How to set exposure for live music photography

How to set exposure for live music photography.

How do you get the right exposure when you're shooting in one of the most challenging lighting environments?

 

dark…dark…dark…LIGHT!!!…dark...

 

Live music tends to be played in dark places. That’s great, because it can lead to fabulous lighting effects that really make our photos pop. However, the dark is usually punctuated by very bright light. To add to the chaos, more often than not the light is changing all the time, in both colour and intensity. Which can cause havoc when you're trying to expose a shot properly.

How do you get the right exposure when you're shooting in one of the most challenging lighting environments?

Firstly, remember you're exposing for the subject, not the lighting; you’re not taking photos of a light show - you’re trying to capture a performance. There will always be exceptions if you’re going for a silhouette effect for example, but in general make sure the subject is properly exposed.

You know all those photography experts who tell you to keep an eye on your histogram? Well in live music photography, the histogram is not your friend. If you read the histogram it'll tell you that your image is worthless. The dark...dark...dark...LIGHT!!!...dark... nature of the gig lighting means that you'll rarely get a histogram reading that's useful.

What's more, you can't really trust your in-camera metering either. Unless you have extremely accurate spot metering, your camera is going to take an average of the lighting conditions, and will more than likely take into account too much of the dark...dark...dark... and not enought of the ...LIGHT!!!....

Here are some tips for getting the exposure right:
1. Use aperture mode on your SLR, and open the aperture as wide as possible ( i.e. low f setting - I usually have it glued to f2.8). It obviously helps if you have a fast lens to keep your shutter speed down; if your shutter speed is creeping under 1/60th then you'll need to increase the ISO. 

2. Set your ISO to auto.

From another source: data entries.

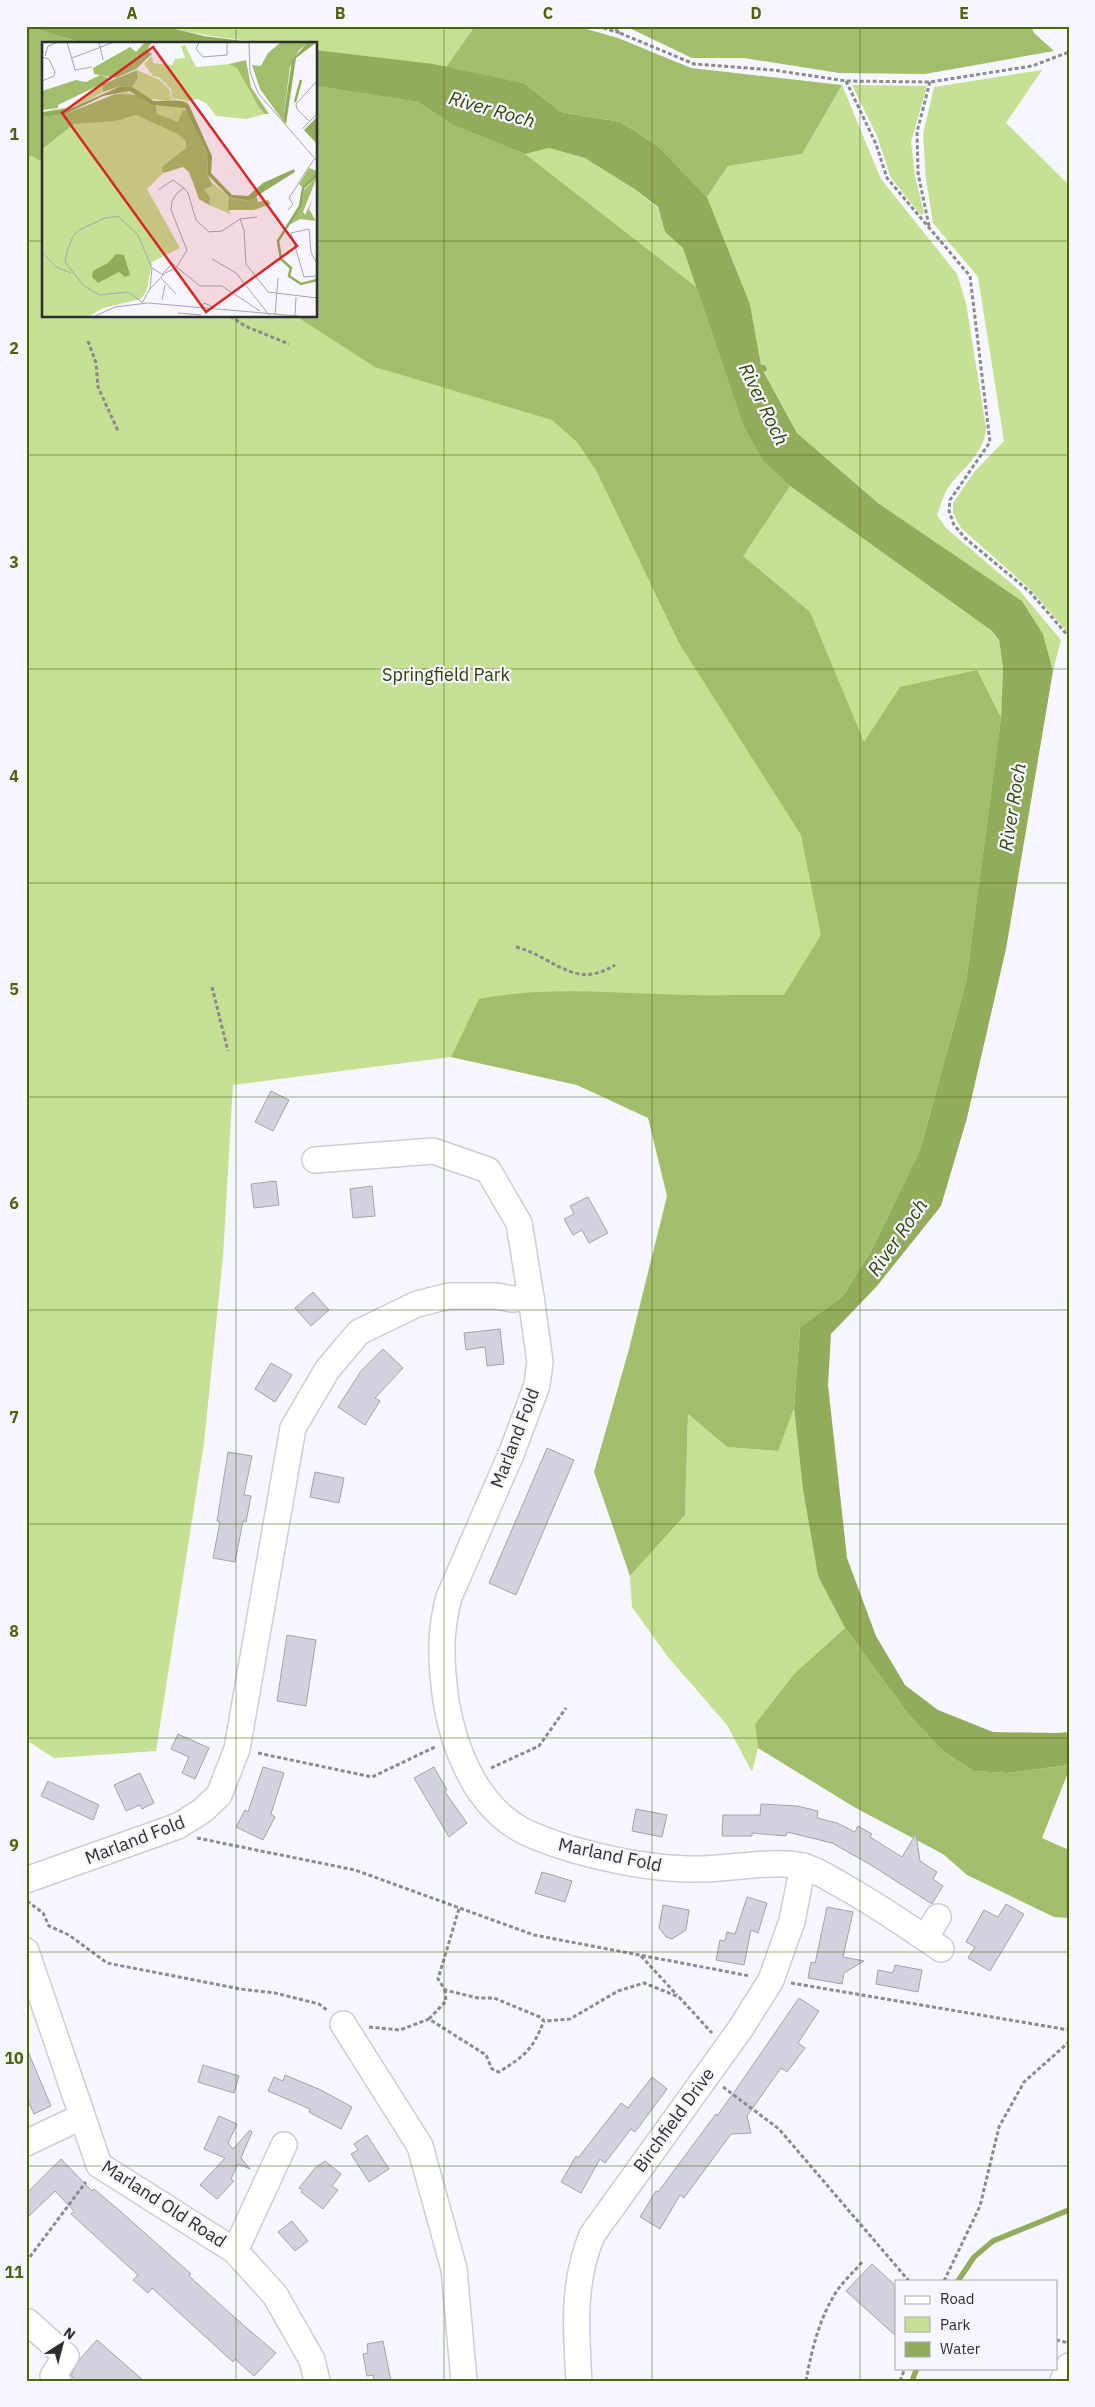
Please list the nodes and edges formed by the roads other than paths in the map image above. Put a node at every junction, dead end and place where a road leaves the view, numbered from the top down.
1 (315, 1160) dead end
2 (530, 1297) junction
3 (803, 1866) junction
4 (26, 1880) edge
5 (938, 1917) dead end
6 (26, 1951) edge
7 (344, 2024) road end
8 (81, 2116) junction
9 (26, 2143) edge
10 (284, 2145) dead end
11 (235, 2251) junction
12 (26, 2323) edge
13 (1069, 2366) edge
14 (58, 2381) edge
15 (317, 2381) edge
16 (464, 2381) edge
17 (580, 2381) edge
18 (1064, 2381) edge

1 - 2 street
2 - 3 street, Marland Fold
2 - 4 street, Marland Fold
3 - 5 street, Marland Fold
3 - 17 street, Birchfield Drive
6 - 8 street, Marland Old Road
7 - 16 street
8 - 9 street
8 - 11 street, Marland Old Road
10 - 11 street
11 - 15 street, Marland Old Road
12 - 14 street
13 - 18 street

You should be able to restrict the ISO range and set a minimum shutter speed in your Auto ISO settings. 

3. Use manual exposure adjustment (on a Canon SLR half-depress the shutter button & move the wheel on the top of camera to the left to decrease exposure or to the right to increase exposure).

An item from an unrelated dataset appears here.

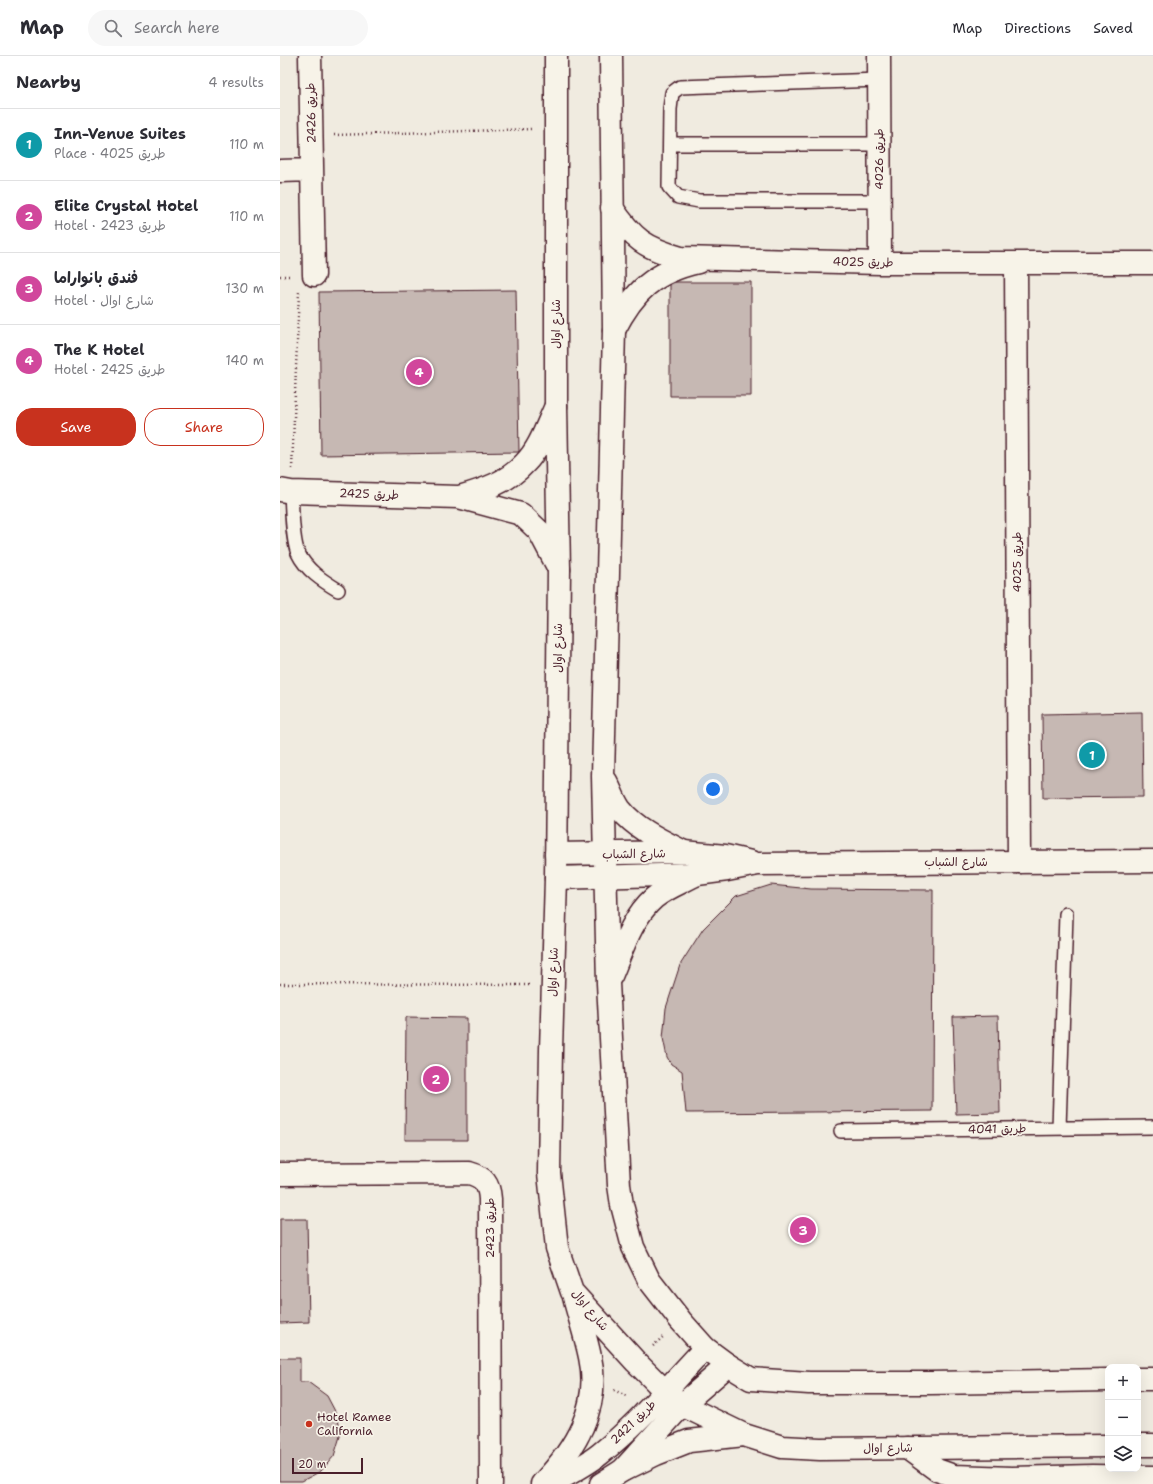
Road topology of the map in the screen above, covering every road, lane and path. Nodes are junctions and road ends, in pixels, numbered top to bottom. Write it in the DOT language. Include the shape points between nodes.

I tend to underexpose if there’s mostly front lighting, as skin reflects more light than the darker background, and when this is combined with a dark background the sensor will tend to average out the scene and over-expose the skin.

At venues where there’s a lot of back lighting (especially where it is much stronger than the front lighting) I’ll crank up the exposure to make sure that the skin is exposed properly (as the camera metering is likely to over-compensate for the larger areas of light in the image, and under-expose the skin accordingly).

Of course timing also plays a part, particularly where spotlights are moving. You may be unlucky enough to be in a venue such as the Water Rats near Kings Cross in London where the colour of the lights change whilst they’re moving around the subjects on stage. And they’re LED lights! It’s the perfect storm for wrecking exposure.

It takes a lot of practice to get the right exposure, and it's important to try and get it right in camera (as you really want to avoid blown highlights or noise in your images when you're post processing). Hopefully these tips will help make it easier.